Un tiempo después, casi indocumentado, iba para Ecuador. Me detuvieron en la puerta del avión. Un detective de nuestro benemérito Departamento Administrativo de Seguridad -DAS- me dijo, en la escalerilla: "Su cédula no es válida. Sí lo es su pasaporte". Yo le pregunté: "¿Por qué?" Él me respondió: "No se ve el escudo". No pude viajar.
No sé por qué en Colombia hay un Palacio Presidencial lujoso, un Capitolio lujoso, bases militares para nuestros soldados y aviones por lo menos decorosas. En cambio, las oficinas más miserables, con excepción de las cárceles, cosa que se entiende, son los juzgados, los hospitales, las escuelas y las oficinas de la Registraduría del Estado Civil. Cosa que no se entiende. En diciembre me informaron que a partir de enero yo ya no existía como ciudadano si no tenía una nueva cédula. La bendita cédula que espero desde mayo de 2004. Asustado, consulté por Internet. El sistema me respondió que "el plástico" ya se había producido. Además, me advirtió que no fuera a solicitar un nuevo documento porque el sistema me lo anulaba.

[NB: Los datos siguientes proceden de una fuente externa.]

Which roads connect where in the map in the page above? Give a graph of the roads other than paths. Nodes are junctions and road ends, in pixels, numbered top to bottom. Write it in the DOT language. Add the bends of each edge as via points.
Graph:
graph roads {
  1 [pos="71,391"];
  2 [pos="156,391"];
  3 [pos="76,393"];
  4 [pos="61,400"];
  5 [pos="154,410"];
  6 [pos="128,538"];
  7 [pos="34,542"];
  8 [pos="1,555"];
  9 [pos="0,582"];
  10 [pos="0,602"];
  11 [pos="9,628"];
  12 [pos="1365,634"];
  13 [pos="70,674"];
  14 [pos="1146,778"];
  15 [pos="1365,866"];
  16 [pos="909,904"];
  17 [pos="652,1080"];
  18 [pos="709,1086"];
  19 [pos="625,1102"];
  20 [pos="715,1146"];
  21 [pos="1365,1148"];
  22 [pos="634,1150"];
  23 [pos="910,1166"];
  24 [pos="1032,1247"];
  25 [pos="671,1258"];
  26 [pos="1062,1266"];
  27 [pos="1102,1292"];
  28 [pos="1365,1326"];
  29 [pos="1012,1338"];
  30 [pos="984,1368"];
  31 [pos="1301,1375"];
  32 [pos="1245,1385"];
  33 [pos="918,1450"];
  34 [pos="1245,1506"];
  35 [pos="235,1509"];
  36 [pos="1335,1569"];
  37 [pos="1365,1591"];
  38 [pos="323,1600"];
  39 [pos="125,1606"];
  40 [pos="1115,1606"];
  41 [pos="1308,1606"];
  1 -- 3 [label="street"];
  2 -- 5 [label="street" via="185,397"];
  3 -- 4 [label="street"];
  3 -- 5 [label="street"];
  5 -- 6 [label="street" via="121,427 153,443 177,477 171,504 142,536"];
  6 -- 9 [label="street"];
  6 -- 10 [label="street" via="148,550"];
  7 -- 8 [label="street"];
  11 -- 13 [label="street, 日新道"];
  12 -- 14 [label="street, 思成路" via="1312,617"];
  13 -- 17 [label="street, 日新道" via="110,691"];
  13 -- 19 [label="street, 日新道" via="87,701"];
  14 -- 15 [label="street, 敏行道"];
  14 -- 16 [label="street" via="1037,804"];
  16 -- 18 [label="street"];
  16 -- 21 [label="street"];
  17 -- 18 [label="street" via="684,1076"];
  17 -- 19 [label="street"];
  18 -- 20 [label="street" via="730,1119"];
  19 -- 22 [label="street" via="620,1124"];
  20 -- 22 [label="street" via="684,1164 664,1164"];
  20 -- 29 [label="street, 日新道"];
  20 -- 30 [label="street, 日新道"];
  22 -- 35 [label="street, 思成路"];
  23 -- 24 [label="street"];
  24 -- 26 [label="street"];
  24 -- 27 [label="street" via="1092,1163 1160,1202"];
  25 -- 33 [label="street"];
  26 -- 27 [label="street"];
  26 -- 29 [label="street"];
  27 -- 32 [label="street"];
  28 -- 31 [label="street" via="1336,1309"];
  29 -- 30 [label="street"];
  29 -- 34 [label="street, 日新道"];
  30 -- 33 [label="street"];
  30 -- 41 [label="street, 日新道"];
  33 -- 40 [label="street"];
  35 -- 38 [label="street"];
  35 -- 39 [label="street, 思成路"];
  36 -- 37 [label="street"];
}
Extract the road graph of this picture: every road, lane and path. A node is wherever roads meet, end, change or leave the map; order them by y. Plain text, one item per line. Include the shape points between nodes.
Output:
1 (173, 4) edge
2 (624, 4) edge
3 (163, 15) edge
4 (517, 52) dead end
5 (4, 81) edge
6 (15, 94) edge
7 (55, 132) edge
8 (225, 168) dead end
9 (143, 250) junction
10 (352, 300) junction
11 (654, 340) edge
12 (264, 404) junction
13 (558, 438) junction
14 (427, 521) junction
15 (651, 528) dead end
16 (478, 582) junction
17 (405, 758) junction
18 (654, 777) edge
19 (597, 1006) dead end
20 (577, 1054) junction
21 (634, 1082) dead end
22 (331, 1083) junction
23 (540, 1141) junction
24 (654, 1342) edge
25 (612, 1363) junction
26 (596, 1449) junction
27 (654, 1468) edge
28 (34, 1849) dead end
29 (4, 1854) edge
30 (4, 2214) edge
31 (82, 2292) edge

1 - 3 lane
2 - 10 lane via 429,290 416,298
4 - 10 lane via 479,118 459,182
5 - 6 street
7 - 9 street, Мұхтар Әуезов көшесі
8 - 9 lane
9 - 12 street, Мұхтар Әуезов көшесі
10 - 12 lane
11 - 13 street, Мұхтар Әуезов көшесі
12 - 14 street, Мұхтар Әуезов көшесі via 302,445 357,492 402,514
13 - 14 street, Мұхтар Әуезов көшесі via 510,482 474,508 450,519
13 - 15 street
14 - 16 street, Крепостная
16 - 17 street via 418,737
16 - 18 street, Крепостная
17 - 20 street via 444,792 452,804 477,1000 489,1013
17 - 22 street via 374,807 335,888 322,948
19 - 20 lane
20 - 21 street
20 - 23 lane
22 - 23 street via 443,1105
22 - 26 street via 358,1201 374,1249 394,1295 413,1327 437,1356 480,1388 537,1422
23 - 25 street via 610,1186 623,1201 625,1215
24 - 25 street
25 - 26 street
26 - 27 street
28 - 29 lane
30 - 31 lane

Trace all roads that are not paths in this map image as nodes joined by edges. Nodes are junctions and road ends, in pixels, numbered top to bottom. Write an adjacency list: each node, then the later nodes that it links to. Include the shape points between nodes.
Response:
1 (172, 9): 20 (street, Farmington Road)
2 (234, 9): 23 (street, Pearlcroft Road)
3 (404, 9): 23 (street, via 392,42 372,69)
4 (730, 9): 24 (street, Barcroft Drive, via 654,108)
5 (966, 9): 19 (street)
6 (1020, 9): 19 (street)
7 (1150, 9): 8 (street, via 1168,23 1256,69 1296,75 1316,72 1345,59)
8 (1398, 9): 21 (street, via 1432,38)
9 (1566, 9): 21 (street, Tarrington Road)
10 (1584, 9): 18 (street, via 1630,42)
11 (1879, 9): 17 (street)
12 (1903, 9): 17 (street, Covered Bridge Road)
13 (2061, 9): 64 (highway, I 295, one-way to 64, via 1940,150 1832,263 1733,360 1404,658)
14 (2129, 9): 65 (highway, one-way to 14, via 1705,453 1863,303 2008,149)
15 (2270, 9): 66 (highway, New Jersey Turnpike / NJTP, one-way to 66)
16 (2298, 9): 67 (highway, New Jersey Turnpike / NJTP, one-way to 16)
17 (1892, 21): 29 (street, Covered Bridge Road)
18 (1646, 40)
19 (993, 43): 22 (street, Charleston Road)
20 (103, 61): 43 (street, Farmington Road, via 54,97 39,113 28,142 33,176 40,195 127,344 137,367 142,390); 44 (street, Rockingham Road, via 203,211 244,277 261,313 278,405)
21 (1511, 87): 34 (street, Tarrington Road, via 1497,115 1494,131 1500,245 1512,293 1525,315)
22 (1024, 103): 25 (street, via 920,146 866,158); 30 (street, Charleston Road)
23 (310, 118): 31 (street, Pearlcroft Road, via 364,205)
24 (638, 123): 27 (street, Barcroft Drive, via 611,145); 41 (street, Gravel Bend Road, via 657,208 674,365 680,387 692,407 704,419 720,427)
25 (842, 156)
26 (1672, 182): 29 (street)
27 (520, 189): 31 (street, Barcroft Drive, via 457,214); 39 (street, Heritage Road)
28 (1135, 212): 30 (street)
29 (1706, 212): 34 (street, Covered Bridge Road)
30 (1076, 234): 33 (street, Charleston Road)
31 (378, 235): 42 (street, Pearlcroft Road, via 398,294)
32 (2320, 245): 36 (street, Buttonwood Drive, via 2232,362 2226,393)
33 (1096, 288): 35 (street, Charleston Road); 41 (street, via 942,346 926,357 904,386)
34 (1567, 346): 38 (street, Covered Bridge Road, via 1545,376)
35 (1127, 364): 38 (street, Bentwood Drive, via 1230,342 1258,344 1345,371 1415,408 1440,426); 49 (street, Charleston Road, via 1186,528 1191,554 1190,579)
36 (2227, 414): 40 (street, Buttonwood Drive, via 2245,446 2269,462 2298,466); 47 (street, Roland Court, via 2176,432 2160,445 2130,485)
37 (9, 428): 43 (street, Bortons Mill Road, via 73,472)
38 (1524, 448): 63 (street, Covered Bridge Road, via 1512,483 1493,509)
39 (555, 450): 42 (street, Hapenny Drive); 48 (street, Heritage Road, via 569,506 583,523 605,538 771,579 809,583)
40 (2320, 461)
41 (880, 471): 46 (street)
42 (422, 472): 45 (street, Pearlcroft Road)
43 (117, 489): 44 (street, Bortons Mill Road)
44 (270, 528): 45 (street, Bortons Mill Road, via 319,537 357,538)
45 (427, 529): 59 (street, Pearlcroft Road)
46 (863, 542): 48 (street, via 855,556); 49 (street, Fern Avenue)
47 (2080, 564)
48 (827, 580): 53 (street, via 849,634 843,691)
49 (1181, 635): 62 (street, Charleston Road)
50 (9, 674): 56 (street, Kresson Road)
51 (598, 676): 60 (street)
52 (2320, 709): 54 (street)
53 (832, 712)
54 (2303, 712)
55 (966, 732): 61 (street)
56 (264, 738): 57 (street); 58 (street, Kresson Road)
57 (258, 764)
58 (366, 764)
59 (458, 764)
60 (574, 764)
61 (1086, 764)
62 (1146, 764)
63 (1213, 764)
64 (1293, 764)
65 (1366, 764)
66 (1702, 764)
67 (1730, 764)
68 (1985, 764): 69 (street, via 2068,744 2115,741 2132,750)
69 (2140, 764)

Hoy, como ciudadano de este país de leyes, por fin he comprendido que soy un indocumentado que no puedo votar, aunque todavía no sé si quiero hacerlo. Para mi consuelo, el Registrador Nacional dijo que en las próximas elecciones van a poder votar hasta los muertos porque el gobierno no le ha asignado a la Registraduría el presupuesto necesario para revisar el censo electoral. Eso me ha hecho pensar: el Estado colombiano no ha sido capaz de darme un documento válido de identidad en estos seis años que llevo luchando por conseguirlo. ¡Qué tristeza no poder votar en estas elecciones tan democráticas que se avecinan!